Le Royaume-Uni prévoit des baisses d’impôt en cas d’accord sur le Brexit

Philip Hammond [@EPA-EFE/ANDY RAIN]

Le premier budget post-Brexit du Royaume-Uni prévoit des baisses d’impôts pour les Britanniques. Mais le ministre de l’Économie, Philip Hammond, prévient que le Royaume-Uni sera plus pauvre si Theresa May ne parvient pas à un accord avec l’UE.

Lors de l’annonce du budget britannique pour 2019, le 29 octobre, Philip Hammond, chancelier de l’échiquier, a présenté une série de réductions d’impôts, relevant notamment le seuil des revenus à partir duquel les Britanniques commencer à payer des impôts.

La sortie du Royaume-Uni de l’UE en mars prochain était présente dans tous les esprits lors de la présentation du budget, mais n’a presque pas été mentionnée.
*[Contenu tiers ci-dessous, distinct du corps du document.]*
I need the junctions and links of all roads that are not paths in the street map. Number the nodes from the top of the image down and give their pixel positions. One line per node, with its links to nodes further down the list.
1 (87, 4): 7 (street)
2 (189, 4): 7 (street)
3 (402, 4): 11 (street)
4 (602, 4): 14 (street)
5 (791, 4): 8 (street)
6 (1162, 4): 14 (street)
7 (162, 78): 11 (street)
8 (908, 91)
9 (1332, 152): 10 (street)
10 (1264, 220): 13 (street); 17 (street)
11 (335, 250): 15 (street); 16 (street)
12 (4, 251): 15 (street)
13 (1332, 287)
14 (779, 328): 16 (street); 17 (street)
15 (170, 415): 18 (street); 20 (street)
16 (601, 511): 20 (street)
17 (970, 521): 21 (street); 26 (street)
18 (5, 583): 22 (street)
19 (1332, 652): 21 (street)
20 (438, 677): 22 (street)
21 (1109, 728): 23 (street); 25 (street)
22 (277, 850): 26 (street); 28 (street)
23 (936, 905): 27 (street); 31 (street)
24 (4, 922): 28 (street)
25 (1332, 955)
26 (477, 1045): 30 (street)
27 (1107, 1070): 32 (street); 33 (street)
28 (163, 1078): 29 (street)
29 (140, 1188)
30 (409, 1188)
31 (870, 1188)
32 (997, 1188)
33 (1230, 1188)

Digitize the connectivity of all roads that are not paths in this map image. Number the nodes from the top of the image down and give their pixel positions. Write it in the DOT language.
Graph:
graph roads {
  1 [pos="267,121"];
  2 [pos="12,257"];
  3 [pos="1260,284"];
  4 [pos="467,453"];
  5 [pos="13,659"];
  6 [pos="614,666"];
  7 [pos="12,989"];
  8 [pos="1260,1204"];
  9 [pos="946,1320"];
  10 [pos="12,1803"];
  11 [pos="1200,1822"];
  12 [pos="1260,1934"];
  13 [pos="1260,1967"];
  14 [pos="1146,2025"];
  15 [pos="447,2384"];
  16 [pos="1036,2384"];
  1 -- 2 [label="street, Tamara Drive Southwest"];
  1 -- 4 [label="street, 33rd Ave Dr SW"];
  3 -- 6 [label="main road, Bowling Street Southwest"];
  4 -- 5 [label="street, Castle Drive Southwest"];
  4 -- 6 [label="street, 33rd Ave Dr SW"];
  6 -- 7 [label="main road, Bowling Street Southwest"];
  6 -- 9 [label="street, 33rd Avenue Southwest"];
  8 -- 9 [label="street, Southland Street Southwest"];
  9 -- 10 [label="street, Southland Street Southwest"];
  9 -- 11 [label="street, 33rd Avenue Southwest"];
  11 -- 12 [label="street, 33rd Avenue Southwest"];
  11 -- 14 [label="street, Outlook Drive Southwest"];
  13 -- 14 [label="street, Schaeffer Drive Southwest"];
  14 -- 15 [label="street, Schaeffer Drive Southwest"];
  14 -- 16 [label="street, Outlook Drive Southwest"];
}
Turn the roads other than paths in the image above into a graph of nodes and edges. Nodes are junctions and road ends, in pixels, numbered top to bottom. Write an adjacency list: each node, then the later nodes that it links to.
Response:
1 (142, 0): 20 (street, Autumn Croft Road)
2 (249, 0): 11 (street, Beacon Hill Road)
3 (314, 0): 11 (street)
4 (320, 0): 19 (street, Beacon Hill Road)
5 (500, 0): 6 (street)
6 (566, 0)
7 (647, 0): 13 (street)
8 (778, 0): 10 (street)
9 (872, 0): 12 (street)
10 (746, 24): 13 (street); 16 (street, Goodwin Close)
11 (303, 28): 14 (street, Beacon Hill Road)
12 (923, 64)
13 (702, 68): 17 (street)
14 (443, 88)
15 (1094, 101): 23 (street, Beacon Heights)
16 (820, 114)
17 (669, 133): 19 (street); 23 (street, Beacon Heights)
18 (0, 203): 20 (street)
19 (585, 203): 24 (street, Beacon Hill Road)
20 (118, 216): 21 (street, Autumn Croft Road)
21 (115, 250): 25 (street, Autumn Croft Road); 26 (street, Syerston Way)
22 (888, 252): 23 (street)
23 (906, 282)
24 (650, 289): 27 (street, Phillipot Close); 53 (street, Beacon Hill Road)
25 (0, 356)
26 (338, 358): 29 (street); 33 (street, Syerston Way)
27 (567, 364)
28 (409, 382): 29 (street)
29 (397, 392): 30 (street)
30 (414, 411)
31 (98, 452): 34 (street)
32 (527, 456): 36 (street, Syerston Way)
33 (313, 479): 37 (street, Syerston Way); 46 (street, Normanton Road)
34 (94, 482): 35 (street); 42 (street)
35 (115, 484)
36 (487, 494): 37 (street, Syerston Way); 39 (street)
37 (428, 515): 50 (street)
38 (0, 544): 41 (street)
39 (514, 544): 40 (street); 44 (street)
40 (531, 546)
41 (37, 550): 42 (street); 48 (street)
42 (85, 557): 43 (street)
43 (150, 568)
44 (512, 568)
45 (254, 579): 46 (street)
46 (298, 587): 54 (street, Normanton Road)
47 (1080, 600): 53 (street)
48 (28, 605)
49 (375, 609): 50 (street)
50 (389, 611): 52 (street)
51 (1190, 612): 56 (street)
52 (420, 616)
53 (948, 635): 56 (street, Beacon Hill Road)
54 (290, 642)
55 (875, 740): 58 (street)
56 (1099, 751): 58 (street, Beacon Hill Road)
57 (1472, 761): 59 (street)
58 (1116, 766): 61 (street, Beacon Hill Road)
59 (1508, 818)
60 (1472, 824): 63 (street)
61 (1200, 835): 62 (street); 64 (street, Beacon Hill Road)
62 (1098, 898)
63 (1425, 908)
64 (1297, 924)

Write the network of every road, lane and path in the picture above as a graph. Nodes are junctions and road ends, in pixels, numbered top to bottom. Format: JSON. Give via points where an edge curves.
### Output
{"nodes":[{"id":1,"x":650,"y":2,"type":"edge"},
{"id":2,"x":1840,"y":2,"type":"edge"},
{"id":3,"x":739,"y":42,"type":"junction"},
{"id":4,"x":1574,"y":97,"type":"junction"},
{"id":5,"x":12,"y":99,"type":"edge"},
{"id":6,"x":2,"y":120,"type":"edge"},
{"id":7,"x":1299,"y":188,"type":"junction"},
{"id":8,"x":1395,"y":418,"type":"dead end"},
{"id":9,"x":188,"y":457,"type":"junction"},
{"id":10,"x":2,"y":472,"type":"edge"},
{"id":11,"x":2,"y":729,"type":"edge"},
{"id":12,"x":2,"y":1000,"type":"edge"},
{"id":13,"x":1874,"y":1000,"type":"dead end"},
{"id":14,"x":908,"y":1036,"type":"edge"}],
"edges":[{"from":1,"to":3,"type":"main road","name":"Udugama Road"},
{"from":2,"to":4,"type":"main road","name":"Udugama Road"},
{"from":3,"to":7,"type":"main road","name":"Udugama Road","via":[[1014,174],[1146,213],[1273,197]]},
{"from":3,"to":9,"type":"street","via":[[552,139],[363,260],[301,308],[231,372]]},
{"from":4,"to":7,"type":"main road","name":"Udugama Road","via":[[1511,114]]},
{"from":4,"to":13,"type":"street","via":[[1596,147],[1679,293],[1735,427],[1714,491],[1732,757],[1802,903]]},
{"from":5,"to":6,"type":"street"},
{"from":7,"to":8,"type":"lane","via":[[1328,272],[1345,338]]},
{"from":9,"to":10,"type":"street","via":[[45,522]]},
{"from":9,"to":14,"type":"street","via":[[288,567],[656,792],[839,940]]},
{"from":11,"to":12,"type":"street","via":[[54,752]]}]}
Pourtant, Philip Hammond réserve 500 millions de livres (560 millions d’euros) supplémentaires aux services du gouvernement en charge de la planification du Brexit, en plus des 3,7 milliards de livres (4,2 Md d’euros) déjà alloués pour 2018, 2019 et 2020.

« Nous sommes à un moment crucial dans les négociations avec l’UE », a déclaré Philip Hammond devant la Chambre des communes, le parlement britannique. « Si l’on fait les choses bien, non seulement nous protégerons les emplois, les entreprises et la prospérité au Royaume-Uni, mais l’accord nous apportera aussi un double avantage : une dynamique grâce à la fin de l’incertitude, et une dynamique grâce à une marge budgétaire que je garde en réserve pour le moment. »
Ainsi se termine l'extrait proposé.